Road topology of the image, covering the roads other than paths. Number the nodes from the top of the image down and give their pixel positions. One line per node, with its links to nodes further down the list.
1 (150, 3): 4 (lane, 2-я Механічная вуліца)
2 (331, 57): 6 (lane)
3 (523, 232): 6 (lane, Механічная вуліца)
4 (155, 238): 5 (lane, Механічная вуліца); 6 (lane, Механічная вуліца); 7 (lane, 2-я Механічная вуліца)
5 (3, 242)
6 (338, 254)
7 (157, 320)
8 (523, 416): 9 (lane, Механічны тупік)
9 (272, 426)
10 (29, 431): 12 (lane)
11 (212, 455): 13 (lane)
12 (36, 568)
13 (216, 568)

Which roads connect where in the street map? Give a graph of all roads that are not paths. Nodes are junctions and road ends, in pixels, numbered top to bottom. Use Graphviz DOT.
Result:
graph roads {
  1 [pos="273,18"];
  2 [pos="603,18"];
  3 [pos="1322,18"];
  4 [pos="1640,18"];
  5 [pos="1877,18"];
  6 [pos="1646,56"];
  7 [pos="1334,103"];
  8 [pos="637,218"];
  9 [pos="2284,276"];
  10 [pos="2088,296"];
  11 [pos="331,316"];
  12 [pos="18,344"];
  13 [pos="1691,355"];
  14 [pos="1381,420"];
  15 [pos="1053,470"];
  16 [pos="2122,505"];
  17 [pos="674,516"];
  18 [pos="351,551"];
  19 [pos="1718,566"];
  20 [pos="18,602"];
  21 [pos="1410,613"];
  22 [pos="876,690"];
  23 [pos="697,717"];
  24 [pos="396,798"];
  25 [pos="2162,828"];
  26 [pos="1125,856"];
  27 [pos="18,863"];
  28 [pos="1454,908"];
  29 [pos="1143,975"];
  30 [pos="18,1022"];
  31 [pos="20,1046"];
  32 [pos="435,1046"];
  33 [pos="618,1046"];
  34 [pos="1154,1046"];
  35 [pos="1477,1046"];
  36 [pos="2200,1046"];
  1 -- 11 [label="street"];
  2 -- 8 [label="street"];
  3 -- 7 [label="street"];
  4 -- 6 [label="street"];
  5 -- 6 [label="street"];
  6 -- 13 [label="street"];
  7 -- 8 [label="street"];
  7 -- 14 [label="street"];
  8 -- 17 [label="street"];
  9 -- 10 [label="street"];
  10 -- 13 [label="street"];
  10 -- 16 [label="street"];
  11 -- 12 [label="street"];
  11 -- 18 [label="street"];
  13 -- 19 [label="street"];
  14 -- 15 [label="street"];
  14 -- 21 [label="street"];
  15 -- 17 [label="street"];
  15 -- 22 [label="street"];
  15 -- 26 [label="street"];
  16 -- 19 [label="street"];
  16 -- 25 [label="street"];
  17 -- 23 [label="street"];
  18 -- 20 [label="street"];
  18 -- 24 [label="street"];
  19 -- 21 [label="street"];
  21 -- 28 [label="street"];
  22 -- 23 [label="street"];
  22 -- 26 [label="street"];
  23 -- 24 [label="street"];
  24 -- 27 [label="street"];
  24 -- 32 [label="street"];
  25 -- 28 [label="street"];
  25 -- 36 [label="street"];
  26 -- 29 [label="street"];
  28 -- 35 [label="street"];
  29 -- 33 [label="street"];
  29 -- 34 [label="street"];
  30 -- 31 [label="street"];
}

◇ ◇ ◇ ◇

## Task statement
From the start of the data to the line that holds "Which roads connect", retype each line exactly, with both ends included.

## Solved exercise
Road topology of the image, covering the roads other than paths. Number the nodes from the top of the image down and give their pixel positions. One line per node, with its links to nodes further down the list.
1 (150, 3): 4 (lane, 2-я Механічная вуліца)
2 (331, 57): 6 (lane)
3 (523, 232): 6 (lane, Механічная вуліца)
4 (155, 238): 5 (lane, Механічная вуліца); 6 (lane, Механічная вуліца); 7 (lane, 2-я Механічная вуліца)
5 (3, 242)
6 (338, 254)
7 (157, 320)
8 (523, 416): 9 (lane, Механічны тупік)
9 (272, 426)
10 (29, 431): 12 (lane)
11 (212, 455): 13 (lane)
12 (36, 568)
13 (216, 568)

Which roads connect where in the street map? Give a graph of all roads that are not paths. Nodes are junctions and road ends, in pixels, numbered top to bottom. Use Graphviz DOT.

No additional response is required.